Action item
When a line in the entries contains the word "hand", copy that line in full.

Supplied data
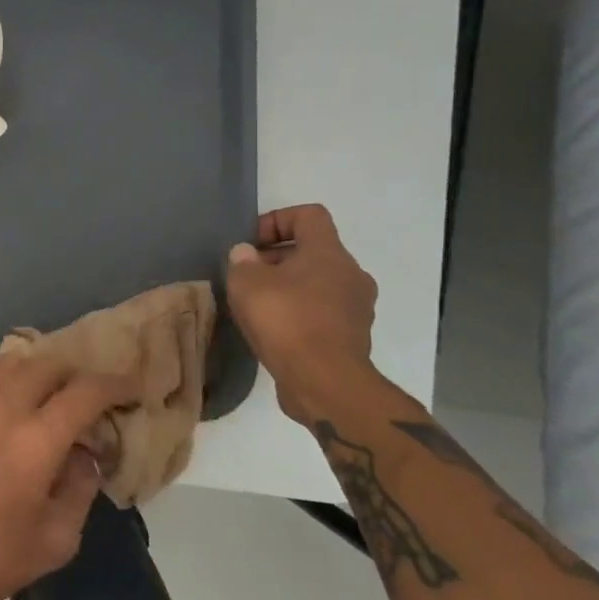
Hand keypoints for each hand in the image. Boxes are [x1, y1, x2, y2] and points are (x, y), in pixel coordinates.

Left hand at [0, 355, 140, 599]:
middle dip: (76, 375)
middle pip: (49, 365)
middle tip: (87, 398)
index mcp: (37, 440)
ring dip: (36, 370)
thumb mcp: (55, 540)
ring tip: (46, 391)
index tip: (131, 389)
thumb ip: (80, 488)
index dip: (115, 384)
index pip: (86, 391)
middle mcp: (2, 408)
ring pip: (9, 361)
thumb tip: (85, 453)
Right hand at [225, 203, 377, 423]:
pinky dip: (299, 315)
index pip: (309, 215)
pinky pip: (322, 313)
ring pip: (318, 284)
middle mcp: (351, 275)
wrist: (325, 384)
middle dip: (277, 259)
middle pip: (313, 251)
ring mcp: (356, 309)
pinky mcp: (352, 339)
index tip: (252, 242)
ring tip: (257, 307)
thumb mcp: (247, 283)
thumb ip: (242, 262)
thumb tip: (246, 255)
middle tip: (247, 277)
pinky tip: (274, 332)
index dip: (277, 220)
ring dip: (288, 288)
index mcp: (329, 253)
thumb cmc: (286, 321)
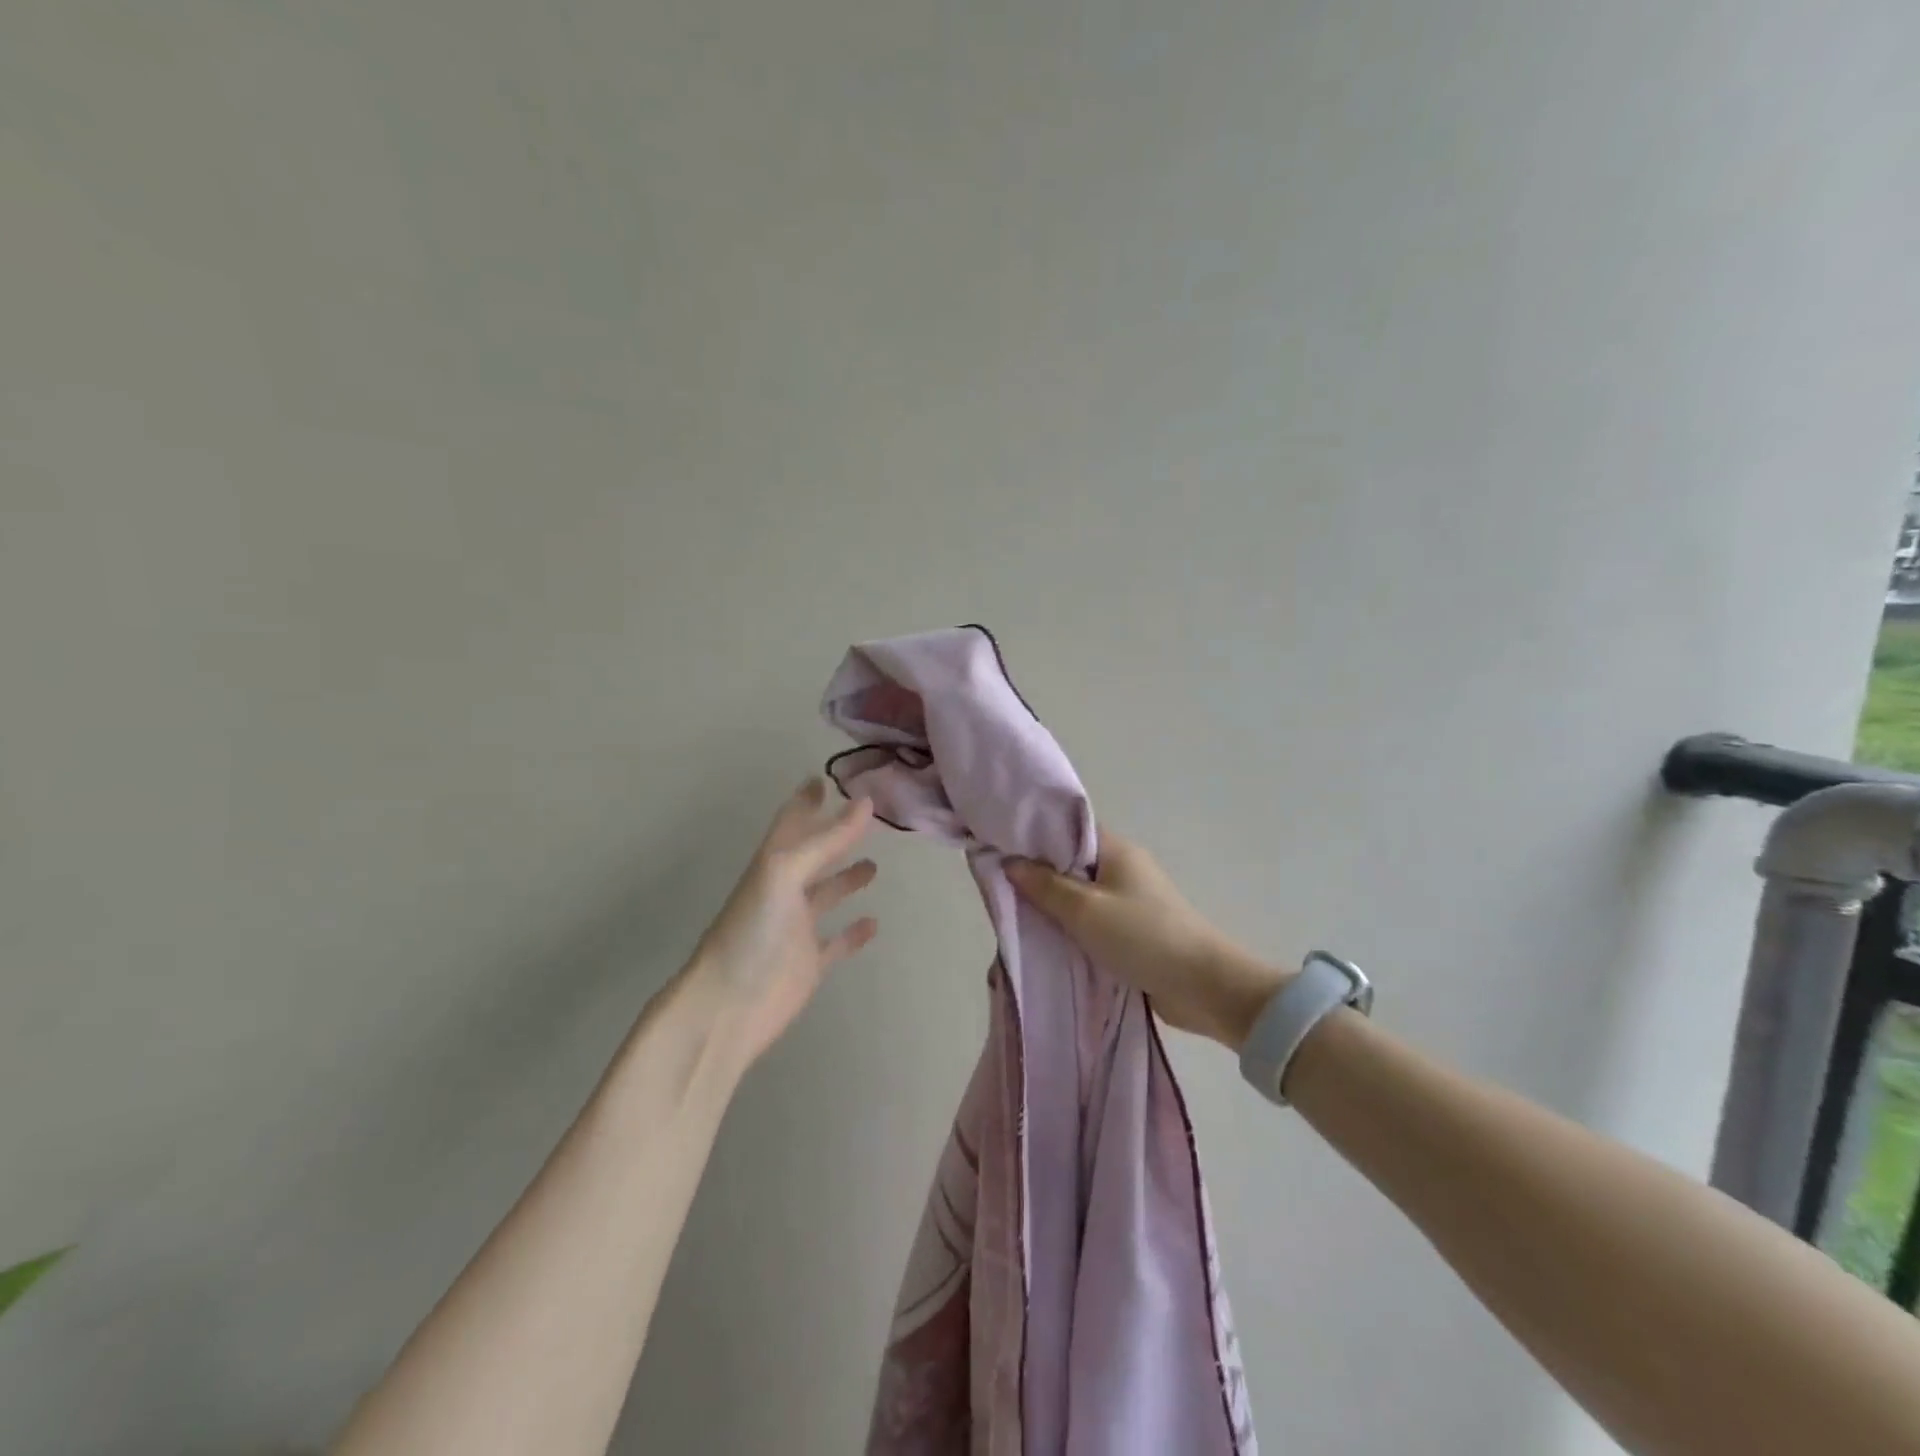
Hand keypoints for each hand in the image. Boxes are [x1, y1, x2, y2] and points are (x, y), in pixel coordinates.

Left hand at [683, 779, 878, 1067]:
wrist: (727, 1007)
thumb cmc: (752, 932)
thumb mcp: (785, 874)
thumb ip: (826, 840)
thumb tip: (866, 802)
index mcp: (774, 864)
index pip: (793, 823)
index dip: (807, 800)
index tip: (824, 778)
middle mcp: (785, 891)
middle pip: (813, 854)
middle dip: (834, 834)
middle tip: (866, 817)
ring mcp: (798, 928)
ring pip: (826, 894)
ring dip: (847, 878)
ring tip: (875, 865)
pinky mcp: (810, 963)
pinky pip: (837, 942)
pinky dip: (854, 932)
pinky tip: (874, 923)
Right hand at [1006, 832, 1287, 1049]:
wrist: (1203, 986)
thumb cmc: (1141, 936)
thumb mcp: (1085, 910)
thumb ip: (1045, 885)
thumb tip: (1010, 861)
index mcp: (1116, 850)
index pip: (1067, 829)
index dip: (1034, 834)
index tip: (999, 844)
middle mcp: (1123, 868)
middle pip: (1070, 863)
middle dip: (1038, 873)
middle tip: (1000, 885)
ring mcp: (1129, 900)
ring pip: (1079, 894)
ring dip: (1054, 905)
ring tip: (1015, 913)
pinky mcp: (1132, 930)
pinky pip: (1091, 920)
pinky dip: (1071, 927)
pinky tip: (1045, 938)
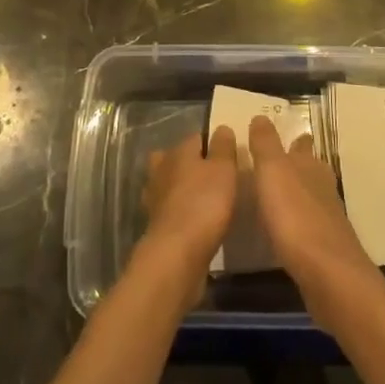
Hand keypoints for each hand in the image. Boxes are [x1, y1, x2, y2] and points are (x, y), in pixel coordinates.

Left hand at [140, 127, 238, 295]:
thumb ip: (223, 147)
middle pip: (177, 159)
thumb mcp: (224, 169)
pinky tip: (194, 222)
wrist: (177, 255)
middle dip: (192, 164)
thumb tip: (221, 128)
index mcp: (178, 151)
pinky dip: (180, 213)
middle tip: (215, 177)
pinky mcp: (156, 225)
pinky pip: (170, 210)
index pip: (197, 137)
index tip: (229, 156)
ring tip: (205, 200)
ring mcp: (155, 198)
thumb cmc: (204, 203)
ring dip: (182, 189)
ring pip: (169, 184)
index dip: (213, 143)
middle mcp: (162, 169)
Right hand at [246, 115, 379, 314]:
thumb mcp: (272, 171)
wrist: (327, 274)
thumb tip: (262, 116)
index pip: (302, 145)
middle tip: (280, 164)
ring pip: (312, 196)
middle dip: (300, 165)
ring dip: (299, 193)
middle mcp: (322, 187)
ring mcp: (327, 218)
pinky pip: (309, 225)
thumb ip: (265, 144)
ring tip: (280, 195)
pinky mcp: (326, 247)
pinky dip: (299, 221)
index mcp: (309, 165)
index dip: (294, 139)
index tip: (287, 135)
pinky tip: (287, 230)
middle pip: (311, 169)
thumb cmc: (295, 215)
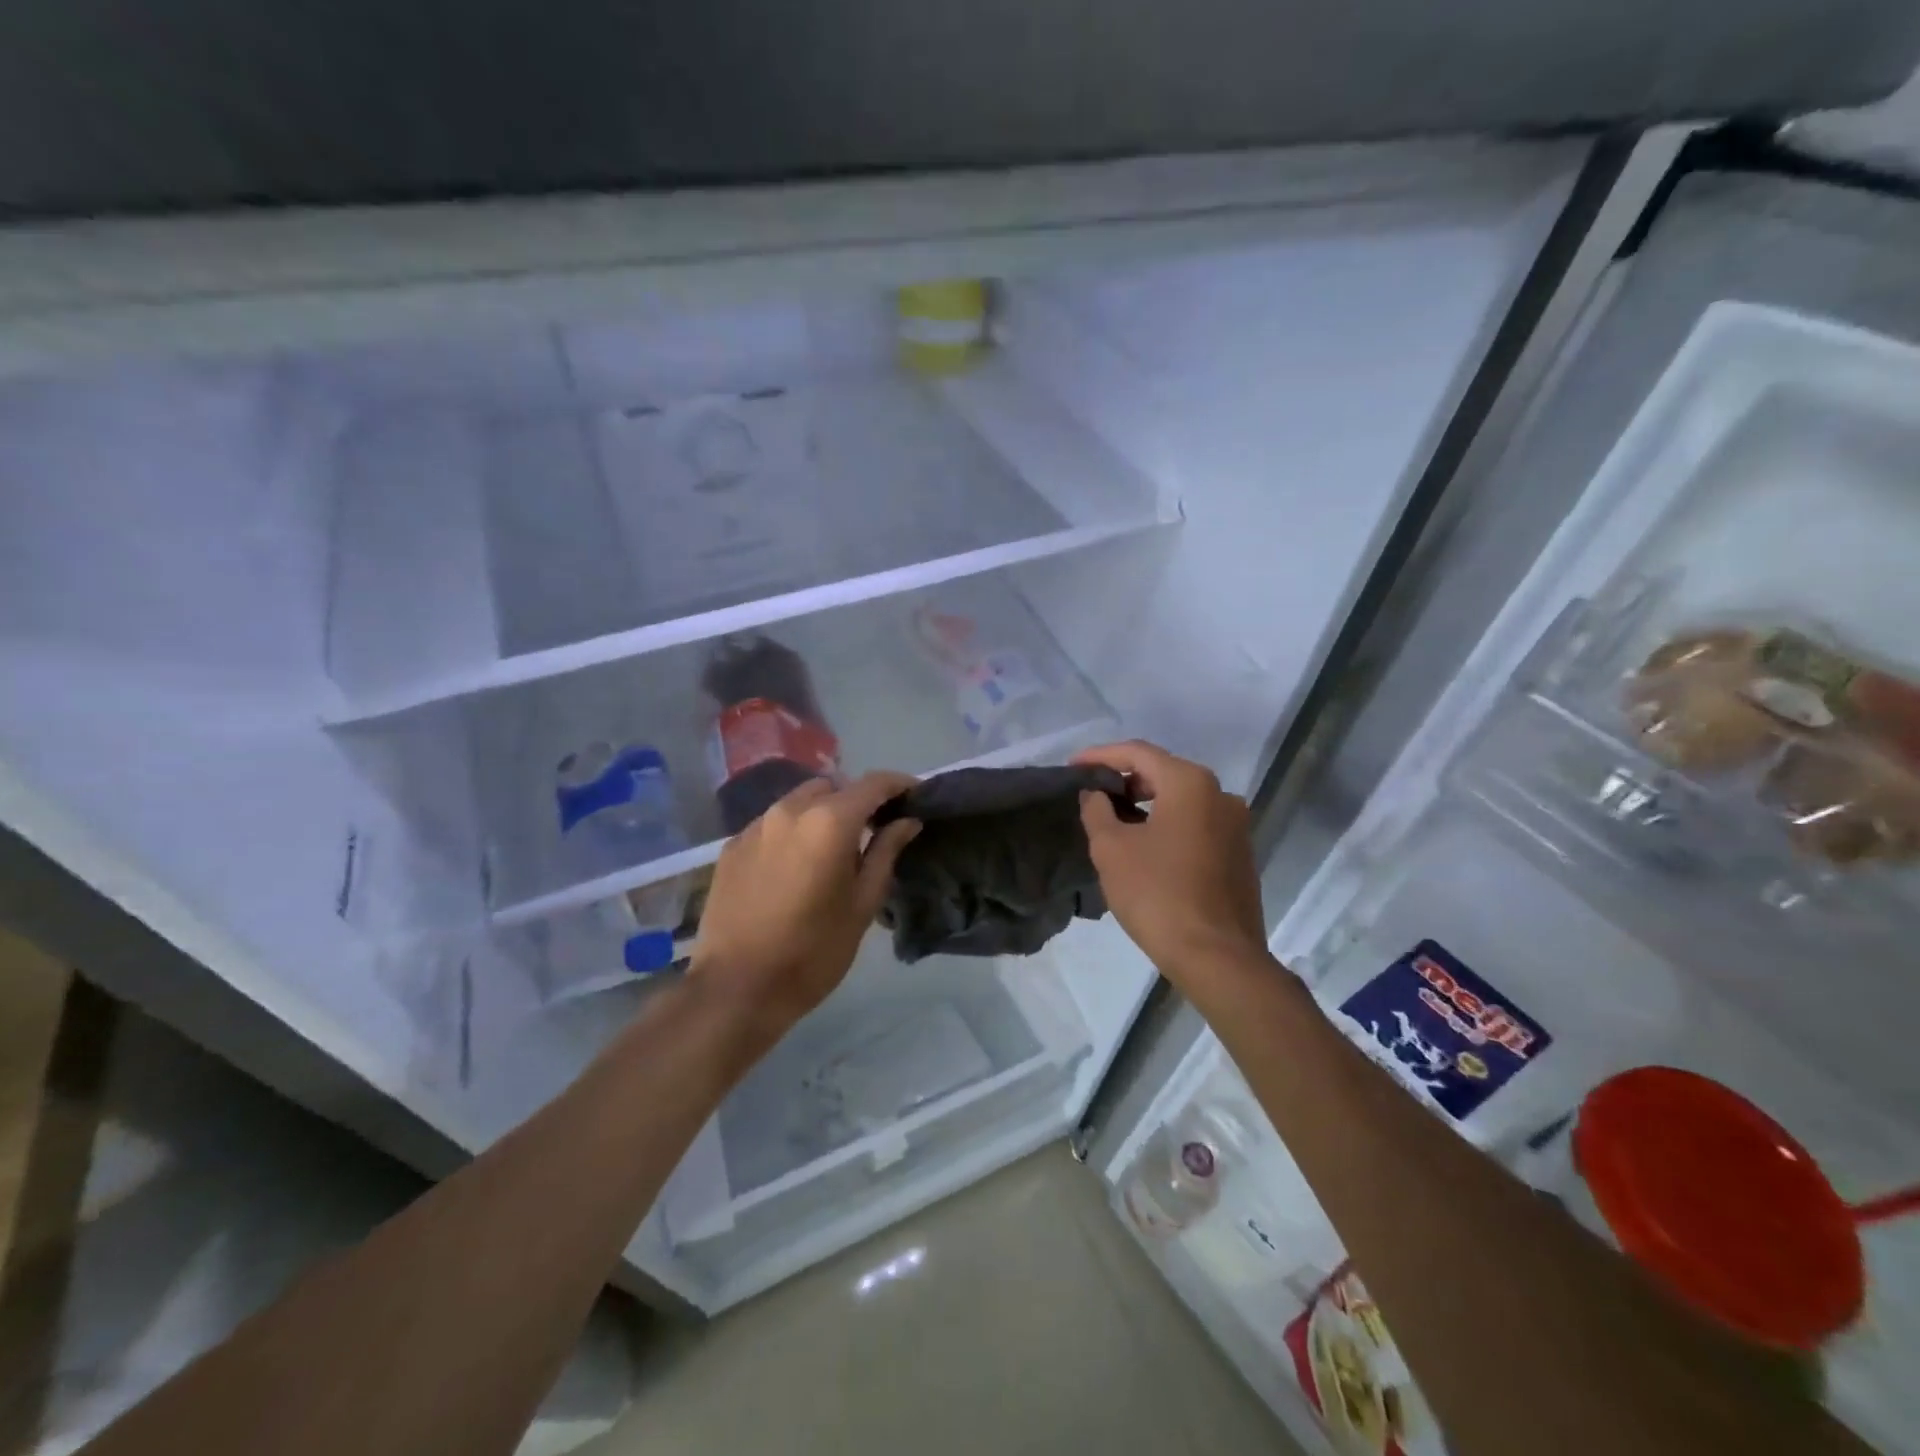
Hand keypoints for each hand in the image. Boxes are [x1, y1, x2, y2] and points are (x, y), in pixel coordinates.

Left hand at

Exercise answer
Hand keypoints for each hand in the image. Boxes are [x1, y1, x2, y2] and points are (x, y), in pixel coordinates.
Left hand at [0, 355, 140, 599]:
Right hand at [225, 203, 377, 423]:
Hand keypoints for each hand in the image. Boxes are [x1, y1, x2, y2] and points are (x, y), in pixel coordinates.
Left hand at [683, 779, 878, 1067]:
Right hand at [1006, 832, 1287, 1049]:
Hand keypoints for each hand in the image. Boxes are [x1, y1, x2, y2] and points are (x, y), in pixel coordinates.
Left hand at [140, 127, 238, 295]:
Right hand at [246, 115, 379, 314]:
Hand keypoints for each hand in the image. Boxes are [x1, y1, x2, y2] and points are (x, y), in pixel coordinates.
Left hand at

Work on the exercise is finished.